* **Entries provided**:
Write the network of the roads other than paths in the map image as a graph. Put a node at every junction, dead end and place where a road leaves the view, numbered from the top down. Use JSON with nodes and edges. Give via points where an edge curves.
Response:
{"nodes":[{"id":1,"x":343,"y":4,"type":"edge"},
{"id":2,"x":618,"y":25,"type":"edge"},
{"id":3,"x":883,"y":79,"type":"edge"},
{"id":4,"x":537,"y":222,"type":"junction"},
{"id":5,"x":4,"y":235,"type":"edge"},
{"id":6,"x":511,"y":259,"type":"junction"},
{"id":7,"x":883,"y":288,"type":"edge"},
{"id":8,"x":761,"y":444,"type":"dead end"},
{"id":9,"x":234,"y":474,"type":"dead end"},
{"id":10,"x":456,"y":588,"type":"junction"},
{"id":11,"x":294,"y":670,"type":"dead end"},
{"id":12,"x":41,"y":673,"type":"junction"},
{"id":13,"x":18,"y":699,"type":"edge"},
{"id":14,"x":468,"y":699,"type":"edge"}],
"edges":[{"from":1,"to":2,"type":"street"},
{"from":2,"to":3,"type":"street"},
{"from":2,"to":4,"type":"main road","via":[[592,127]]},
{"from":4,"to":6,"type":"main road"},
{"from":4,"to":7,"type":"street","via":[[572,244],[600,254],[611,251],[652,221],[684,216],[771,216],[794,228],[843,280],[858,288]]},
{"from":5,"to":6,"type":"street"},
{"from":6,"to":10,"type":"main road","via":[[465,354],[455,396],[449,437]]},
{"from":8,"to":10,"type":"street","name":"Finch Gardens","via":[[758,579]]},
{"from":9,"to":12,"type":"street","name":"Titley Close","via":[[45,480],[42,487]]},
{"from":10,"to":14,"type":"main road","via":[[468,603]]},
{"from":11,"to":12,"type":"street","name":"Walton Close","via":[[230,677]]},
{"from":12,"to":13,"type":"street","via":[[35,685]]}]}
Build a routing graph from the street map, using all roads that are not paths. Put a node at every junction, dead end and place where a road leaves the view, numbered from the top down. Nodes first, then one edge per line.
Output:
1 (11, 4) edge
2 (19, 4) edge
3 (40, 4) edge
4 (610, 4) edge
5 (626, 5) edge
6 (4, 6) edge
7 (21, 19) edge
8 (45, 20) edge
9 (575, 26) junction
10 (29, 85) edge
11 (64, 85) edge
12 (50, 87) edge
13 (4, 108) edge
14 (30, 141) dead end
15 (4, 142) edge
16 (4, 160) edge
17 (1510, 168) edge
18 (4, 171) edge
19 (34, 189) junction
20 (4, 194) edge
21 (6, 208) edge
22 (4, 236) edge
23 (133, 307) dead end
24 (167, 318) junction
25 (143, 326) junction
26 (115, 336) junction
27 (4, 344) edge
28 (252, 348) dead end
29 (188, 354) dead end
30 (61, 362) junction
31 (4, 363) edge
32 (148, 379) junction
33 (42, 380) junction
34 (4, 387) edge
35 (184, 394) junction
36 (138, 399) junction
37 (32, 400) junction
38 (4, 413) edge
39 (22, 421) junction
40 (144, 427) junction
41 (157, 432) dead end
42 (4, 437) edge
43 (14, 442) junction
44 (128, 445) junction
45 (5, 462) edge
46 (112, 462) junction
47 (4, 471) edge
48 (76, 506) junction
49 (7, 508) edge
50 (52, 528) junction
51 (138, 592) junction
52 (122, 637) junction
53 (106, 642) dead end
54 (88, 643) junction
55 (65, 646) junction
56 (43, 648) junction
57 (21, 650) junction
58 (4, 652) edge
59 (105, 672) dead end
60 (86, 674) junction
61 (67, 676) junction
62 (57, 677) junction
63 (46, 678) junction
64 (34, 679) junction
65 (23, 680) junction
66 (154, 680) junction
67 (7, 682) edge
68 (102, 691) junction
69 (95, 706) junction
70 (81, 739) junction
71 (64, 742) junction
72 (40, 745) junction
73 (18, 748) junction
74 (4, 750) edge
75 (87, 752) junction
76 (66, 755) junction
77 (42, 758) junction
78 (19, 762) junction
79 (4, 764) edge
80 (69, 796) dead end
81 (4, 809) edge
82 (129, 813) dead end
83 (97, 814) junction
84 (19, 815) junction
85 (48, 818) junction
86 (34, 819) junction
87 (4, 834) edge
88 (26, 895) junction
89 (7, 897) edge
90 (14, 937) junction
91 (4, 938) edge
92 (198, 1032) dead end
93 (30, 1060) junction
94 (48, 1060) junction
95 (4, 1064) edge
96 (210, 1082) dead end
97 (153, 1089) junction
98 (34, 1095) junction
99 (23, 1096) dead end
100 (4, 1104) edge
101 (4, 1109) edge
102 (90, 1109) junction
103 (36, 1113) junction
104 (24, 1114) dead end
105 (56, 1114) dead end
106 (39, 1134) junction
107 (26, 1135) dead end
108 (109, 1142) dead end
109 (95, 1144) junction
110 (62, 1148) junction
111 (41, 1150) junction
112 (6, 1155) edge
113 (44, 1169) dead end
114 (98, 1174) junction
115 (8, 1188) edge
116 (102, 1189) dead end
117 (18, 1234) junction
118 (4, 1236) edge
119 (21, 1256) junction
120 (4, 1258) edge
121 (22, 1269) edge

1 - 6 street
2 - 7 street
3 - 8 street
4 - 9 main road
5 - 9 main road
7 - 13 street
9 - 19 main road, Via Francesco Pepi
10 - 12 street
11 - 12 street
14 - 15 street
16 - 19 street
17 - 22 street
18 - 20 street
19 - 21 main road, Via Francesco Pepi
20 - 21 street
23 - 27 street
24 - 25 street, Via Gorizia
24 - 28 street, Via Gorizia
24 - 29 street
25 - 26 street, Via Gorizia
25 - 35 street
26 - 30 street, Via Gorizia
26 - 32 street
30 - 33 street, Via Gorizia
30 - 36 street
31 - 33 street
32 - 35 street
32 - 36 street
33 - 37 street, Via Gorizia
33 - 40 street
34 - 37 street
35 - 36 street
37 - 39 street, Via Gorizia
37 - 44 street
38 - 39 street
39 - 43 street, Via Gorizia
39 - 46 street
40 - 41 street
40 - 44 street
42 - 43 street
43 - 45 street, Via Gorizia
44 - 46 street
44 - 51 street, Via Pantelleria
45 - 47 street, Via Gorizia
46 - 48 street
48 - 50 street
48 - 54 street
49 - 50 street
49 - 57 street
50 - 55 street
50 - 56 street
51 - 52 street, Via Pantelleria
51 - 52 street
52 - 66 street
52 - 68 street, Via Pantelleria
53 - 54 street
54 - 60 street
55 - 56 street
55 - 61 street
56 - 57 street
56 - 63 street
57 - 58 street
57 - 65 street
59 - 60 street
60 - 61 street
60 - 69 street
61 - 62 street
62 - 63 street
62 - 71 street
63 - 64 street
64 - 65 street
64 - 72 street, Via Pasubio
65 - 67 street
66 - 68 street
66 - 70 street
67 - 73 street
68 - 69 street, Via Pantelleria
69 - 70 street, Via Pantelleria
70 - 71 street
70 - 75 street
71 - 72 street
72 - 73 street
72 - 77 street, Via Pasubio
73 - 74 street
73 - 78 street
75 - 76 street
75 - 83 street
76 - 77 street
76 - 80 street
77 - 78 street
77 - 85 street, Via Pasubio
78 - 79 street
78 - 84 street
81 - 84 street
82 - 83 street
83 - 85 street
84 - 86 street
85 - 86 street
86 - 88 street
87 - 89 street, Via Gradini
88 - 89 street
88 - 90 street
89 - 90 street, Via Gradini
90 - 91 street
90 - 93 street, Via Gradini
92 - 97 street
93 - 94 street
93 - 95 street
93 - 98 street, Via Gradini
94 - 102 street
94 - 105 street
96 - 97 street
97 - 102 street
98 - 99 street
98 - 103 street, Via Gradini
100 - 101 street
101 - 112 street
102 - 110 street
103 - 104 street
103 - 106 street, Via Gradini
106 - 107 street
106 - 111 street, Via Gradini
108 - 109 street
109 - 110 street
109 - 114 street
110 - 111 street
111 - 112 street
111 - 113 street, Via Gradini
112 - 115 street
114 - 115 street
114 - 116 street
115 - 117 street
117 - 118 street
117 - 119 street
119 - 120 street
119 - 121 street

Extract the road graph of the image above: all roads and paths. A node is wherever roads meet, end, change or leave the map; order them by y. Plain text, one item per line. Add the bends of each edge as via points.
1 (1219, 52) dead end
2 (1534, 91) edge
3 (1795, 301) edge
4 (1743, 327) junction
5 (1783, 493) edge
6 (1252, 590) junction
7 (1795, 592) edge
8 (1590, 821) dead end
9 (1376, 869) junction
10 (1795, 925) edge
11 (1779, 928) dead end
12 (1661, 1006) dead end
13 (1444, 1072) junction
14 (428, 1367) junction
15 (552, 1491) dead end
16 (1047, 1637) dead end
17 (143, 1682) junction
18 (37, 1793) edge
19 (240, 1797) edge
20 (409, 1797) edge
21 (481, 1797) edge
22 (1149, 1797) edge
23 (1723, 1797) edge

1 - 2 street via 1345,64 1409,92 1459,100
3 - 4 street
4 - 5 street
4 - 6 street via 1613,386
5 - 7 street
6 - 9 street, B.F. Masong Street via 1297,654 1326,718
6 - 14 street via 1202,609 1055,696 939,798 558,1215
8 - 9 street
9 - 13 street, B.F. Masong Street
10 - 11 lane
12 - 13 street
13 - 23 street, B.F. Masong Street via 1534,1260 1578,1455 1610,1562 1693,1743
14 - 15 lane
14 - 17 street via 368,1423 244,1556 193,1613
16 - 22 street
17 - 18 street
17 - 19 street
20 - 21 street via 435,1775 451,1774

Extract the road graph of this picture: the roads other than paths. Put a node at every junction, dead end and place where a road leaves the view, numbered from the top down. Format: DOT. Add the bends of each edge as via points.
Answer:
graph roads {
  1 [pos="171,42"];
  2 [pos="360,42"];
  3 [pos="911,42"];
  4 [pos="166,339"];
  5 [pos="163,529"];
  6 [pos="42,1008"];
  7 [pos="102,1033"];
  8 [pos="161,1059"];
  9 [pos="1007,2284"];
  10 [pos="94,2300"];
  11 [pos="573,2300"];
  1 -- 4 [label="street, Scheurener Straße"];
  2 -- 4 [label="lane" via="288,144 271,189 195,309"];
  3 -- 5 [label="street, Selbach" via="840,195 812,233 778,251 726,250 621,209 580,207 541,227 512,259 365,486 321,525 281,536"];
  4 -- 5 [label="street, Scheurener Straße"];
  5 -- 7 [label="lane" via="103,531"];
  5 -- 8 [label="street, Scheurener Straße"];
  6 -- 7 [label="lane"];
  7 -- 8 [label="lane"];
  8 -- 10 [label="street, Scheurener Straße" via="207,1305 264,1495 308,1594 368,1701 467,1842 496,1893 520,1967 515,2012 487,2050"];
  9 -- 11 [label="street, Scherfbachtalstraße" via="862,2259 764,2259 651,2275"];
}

* **Task brief**:
Beginning of the records through the line with "Build a routing": return that span exactly and stop there.

* **Your response**:
Write the network of the roads other than paths in the map image as a graph. Put a node at every junction, dead end and place where a road leaves the view, numbered from the top down. Use JSON with nodes and edges. Give via points where an edge curves.
Response:
{"nodes":[{"id":1,"x":343,"y":4,"type":"edge"},
{"id":2,"x":618,"y":25,"type":"edge"},
{"id":3,"x":883,"y":79,"type":"edge"},
{"id":4,"x":537,"y":222,"type":"junction"},
{"id":5,"x":4,"y":235,"type":"edge"},
{"id":6,"x":511,"y":259,"type":"junction"},
{"id":7,"x":883,"y":288,"type":"edge"},
{"id":8,"x":761,"y":444,"type":"dead end"},
{"id":9,"x":234,"y":474,"type":"dead end"},
{"id":10,"x":456,"y":588,"type":"junction"},
{"id":11,"x":294,"y":670,"type":"dead end"},
{"id":12,"x":41,"y":673,"type":"junction"},
{"id":13,"x":18,"y":699,"type":"edge"},
{"id":14,"x":468,"y":699,"type":"edge"}],
"edges":[{"from":1,"to":2,"type":"street"},
{"from":2,"to":3,"type":"street"},
{"from":2,"to":4,"type":"main road","via":[[592,127]]},
{"from":4,"to":6,"type":"main road"},
{"from":4,"to":7,"type":"street","via":[[572,244],[600,254],[611,251],[652,221],[684,216],[771,216],[794,228],[843,280],[858,288]]},
{"from":5,"to":6,"type":"street"},
{"from":6,"to":10,"type":"main road","via":[[465,354],[455,396],[449,437]]},
{"from":8,"to":10,"type":"street","name":"Finch Gardens","via":[[758,579]]},
{"from":9,"to":12,"type":"street","name":"Titley Close","via":[[45,480],[42,487]]},
{"from":10,"to":14,"type":"main road","via":[[468,603]]},
{"from":11,"to":12,"type":"street","name":"Walton Close","via":[[230,677]]},
{"from":12,"to":13,"type":"street","via":[[35,685]]}]}
Build a routing graph from the street map, using all roads that are not paths. Put a node at every junction, dead end and place where a road leaves the view, numbered from the top down. Nodes first, then one edge per line.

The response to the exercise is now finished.